The company specializes in insert and injection molding processes as well as stampings and electrical contacts. Over the past half century, Tricon has worked with many of world's largest original equipment manufacturers (OEMs) in the automotive, telecommunications and appliance markets.

One of those customers recently requested that Tricon do the final assembly on some door lock switches. Tight control of the torque was needed to turn the switch with a key. Similarly, tight specifications existed for the make and break points, the points where the lock would either open or close. These parameters are vital to the feel of the assembly's operation, an important point in the satisfaction of the final end customer.

To manage those two tactile factors, the parts are greased with a carefully controlled amount of lubricant. The layout of Tricon's factory floor meant that the best place to do this was in an area where injection molding and stamping processes take place. That, according to Terrell, played a part in the company's decision to build a cleanroom.

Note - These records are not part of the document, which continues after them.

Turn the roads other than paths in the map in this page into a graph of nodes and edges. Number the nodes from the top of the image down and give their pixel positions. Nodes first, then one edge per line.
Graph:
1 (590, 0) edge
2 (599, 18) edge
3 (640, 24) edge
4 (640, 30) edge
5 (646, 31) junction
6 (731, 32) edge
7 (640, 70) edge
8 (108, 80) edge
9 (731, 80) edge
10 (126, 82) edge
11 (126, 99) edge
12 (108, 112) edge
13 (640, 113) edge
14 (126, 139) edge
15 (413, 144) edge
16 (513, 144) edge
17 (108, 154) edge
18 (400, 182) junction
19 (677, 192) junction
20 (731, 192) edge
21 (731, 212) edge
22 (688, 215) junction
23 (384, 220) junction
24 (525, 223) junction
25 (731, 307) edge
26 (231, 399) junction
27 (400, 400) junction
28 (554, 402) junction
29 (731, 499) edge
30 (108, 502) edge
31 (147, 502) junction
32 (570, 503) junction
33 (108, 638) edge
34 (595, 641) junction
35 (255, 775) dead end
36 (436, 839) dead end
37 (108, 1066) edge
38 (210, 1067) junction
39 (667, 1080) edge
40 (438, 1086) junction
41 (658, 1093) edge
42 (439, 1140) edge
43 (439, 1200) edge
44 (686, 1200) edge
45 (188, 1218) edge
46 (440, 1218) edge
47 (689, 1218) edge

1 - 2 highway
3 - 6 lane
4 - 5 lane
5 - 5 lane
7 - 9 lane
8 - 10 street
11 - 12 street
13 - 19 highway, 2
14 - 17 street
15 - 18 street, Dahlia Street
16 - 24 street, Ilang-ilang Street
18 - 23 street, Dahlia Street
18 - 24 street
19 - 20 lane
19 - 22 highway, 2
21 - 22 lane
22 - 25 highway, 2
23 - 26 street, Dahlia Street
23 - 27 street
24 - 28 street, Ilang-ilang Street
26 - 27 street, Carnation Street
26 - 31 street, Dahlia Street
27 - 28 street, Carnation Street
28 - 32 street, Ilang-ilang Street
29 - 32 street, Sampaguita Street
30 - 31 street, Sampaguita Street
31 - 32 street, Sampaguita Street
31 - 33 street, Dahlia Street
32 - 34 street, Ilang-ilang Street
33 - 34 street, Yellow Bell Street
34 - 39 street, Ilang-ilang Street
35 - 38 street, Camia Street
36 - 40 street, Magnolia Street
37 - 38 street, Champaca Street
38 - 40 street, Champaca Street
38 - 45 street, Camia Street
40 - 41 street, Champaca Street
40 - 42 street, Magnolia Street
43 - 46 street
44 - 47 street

“We didn't think we could consistently hold the quality of the switch in a regular manufacturing environment,” he explains. “We were afraid of getting contaminants into the part just from dust from the factory floor.”

Tricon's solution was an ISO Class 7 cleanroom built using a standard layout. The company put HEPA filters on top of a frame and enclosed it with aluminum walls and Plexiglas windows. Return airflow is through a small gap at the bottom of the enclosure. Full-size doors provide entry, with sticky mats and other techniques used to limit the contaminants tracked in. Terrell reports that Tricon is now shipping product to the customer, who is happy with the results.

Manufacturing needs drive the size of the current cleanroom, and while there is currently some extra space, Tricon would probably have to expand the area or build a new one to accommodate growth. According to Terrell, this would likely be done on-site at the appropriate Tricon facility. Finally, although Tricon just started manufacturing in a cleanroom, the time for such an increase may not be too far off.